VG Life Sciences Inc.

121 Gray Ave., Suite 200

Santa Barbara, CA 93101

Attn: President & CEO Fax: (805)-879-9006

Email: jtynan@vglifesciences.com

 

If to Lender:

Best Investment Trust

P.O. Box 1020

South Pasadena, CA 91031

Fax: (818)913-0012

Email: Keledjian@msn.com or VFS1020@Gmail.com

 

(e)Entire Agreement. This Note (together with the Settlement Agreement) contains the entire agreement between the parties with respect to the subject matter hereof and thereof.

 

(f)Modification of Agreement. This Note may not be modified, altered or amended, except by an agreement in writing signed by both Borrower and Lender.

 

(g)Releases by Borrower.

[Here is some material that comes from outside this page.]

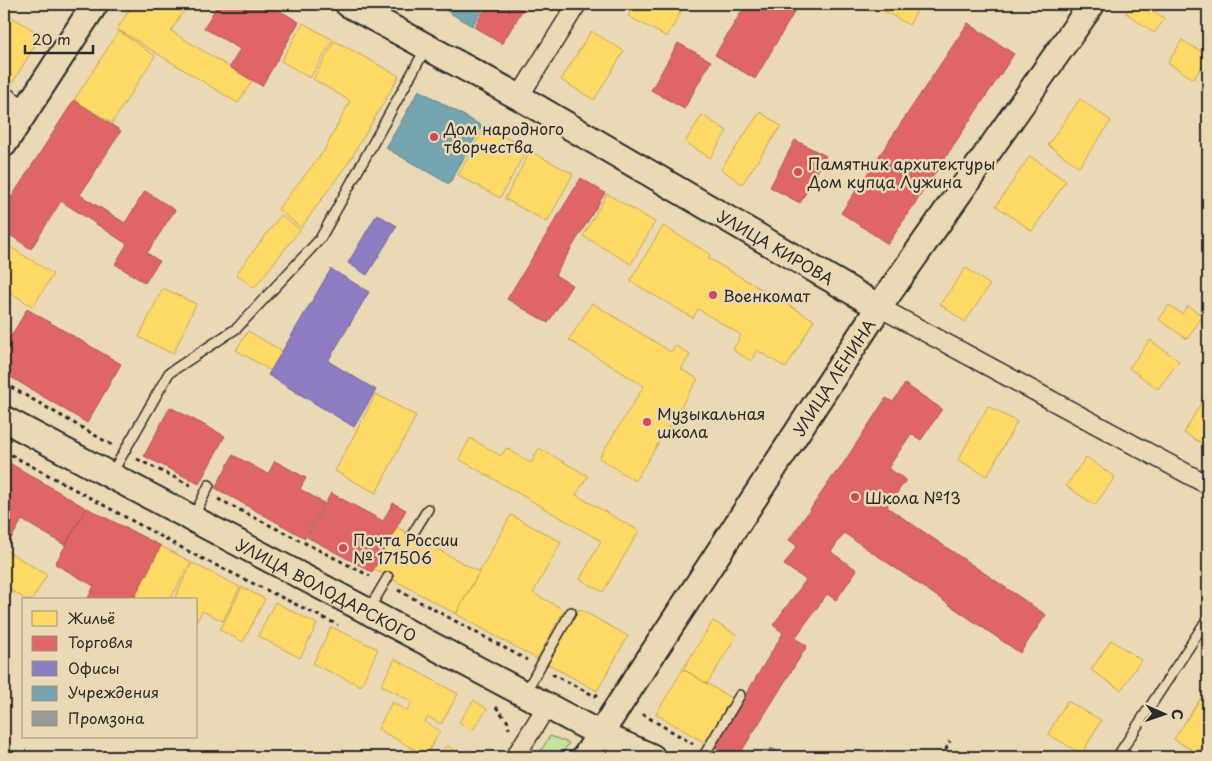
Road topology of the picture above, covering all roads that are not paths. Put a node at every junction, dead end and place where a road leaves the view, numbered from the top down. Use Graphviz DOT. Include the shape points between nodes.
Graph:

Borrower hereby releases Lender from all technical and procedural errors, defects and imperfections whatsoever in enforcing the remedies available to Lender upon a default by Borrower hereunder.

 

(h)Remedies Not Exclusive. No remedy herein conferred upon or reserved to Lender is intended to be exclusive of any other remedy or remedies available to Lender under this Unsecured Revolving Credit Note, at law, in equity or by statute, and each and every such remedy shall be cumulative and in addition to every other remedy given hereunder or now or hereafter existing at law, in equity or by statute.

 

(i)Governing Law. This Note shall be governed by and construed under the laws of the State of California without giving effect to the choice of law provisions thereof.

 

(j)Consent to Jurisdiction. Borrower hereby consents that any action or proceeding against it may be commenced and maintained in any Federal or state court sitting in Los Angeles County, California, and that such courts shall have jurisdiction with respect to the subject matter hereof and the person of Borrower and the collateral securing Borrower’s obligations hereunder.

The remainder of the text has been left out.